Professor Emeritus, New Mexico Tech
rafael.laramartinez@nmt.edu
Desde Comala siempre…

En el nombre del padre violento, el legado de la hija ilegítima…

La breve novela «Cuentos salvajes.  Alicia y la vencedora, Santa Ana, 1946-1967» de Tania Primavera, narra veintiún (21) años de la biografía de una joven santaneca.  Su testimonio revela aristas fundamentales para entender la vida doméstica durante esa mitad del siglo XX.  El nombre propio no traslada «Alicia en el país de las maravillas» hacia el trópico húmedo.  En cambio, en un nuevo hábitat, Alicia vive en «el país de la pareja familiar que no había», «del par que no había» ni en su infancia ni en su adolescencia, carentes de cariño y de amor. 

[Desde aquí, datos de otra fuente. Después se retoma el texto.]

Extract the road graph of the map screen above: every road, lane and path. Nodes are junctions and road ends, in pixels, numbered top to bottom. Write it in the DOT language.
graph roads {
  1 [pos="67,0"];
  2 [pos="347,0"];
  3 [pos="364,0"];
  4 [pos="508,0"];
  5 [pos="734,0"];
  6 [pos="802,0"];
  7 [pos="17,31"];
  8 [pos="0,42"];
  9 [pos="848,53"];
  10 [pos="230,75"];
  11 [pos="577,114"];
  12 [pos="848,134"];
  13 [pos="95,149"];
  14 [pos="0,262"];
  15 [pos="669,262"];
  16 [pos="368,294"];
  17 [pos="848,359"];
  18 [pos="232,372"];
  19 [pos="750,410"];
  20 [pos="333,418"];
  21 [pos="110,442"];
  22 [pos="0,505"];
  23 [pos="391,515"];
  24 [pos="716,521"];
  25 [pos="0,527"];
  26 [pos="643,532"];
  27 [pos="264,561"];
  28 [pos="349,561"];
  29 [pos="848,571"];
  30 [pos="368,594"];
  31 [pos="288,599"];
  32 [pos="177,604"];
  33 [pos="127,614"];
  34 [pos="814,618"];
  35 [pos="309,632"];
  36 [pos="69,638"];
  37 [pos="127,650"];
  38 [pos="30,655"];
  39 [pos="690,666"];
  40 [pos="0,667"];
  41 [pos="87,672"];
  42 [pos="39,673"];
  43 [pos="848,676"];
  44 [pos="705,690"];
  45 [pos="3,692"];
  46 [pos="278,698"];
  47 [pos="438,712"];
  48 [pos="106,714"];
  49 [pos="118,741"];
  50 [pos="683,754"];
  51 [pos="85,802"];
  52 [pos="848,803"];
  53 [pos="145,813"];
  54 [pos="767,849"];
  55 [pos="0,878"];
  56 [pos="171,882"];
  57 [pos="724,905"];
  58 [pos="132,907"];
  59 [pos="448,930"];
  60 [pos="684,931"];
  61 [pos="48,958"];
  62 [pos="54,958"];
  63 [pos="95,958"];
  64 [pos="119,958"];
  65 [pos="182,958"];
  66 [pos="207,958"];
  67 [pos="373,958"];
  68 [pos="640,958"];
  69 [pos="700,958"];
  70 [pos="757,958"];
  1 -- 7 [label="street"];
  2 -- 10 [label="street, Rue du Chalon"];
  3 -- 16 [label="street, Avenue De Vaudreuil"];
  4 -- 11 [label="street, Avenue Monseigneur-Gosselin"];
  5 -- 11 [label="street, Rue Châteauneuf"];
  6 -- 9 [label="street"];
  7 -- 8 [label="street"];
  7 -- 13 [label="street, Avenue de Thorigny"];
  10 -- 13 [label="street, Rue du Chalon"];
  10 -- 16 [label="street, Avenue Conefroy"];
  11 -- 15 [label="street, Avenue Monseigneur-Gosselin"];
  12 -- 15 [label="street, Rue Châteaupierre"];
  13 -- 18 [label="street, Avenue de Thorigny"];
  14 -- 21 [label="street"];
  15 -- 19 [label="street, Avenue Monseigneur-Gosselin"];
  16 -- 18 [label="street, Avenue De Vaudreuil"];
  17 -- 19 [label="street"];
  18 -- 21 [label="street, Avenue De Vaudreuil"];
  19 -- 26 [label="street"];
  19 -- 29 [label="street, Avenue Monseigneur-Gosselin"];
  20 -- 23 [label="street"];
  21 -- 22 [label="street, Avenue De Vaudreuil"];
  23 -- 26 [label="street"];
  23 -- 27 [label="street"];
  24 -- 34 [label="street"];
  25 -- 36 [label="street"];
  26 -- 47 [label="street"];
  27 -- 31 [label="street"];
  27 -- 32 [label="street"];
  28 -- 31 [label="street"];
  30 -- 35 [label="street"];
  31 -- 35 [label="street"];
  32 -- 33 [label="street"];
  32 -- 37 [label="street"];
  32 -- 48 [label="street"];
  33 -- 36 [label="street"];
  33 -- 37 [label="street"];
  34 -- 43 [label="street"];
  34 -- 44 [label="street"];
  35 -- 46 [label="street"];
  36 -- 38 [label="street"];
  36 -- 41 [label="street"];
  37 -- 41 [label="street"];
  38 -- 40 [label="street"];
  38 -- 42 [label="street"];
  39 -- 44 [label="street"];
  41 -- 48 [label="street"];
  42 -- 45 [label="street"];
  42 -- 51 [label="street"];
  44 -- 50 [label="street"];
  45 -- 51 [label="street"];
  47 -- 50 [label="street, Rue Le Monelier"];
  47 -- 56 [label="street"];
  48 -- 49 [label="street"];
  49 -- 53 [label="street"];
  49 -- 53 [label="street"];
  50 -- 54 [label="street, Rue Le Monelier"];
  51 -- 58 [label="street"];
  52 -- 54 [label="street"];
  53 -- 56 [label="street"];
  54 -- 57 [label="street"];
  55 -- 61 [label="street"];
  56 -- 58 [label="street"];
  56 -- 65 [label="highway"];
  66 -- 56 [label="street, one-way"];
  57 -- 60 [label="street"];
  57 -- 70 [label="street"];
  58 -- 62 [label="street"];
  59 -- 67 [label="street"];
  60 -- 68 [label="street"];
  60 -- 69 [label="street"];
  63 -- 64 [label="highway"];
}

El relato prosigue un trayecto circular, ya que la línea cronológica siempre la inicia el recuerdo presente (1967) durante la recolección (Logos, 2023) del pretérito (1946).  A menudo selectiva, la presencia del pasado inscribe el inicio de su propia sucesión que, sin asombro, termina en el mismo punto de partida actual: (2023)-1967-1946-1967.  Mientras el testimonio consagrado de la guerra civil denuncia la violación de los derechos humanos y la idea de una revolución social liberadora, obsoleta ahora, Alicia atestigua que de esa revolución solo permanece vigente su sentido original de giro astral y sinódico.  El eterno retorno de lo mismo restaura la violencia patriarcal que ella resume al inicio y sufre en la conclusión.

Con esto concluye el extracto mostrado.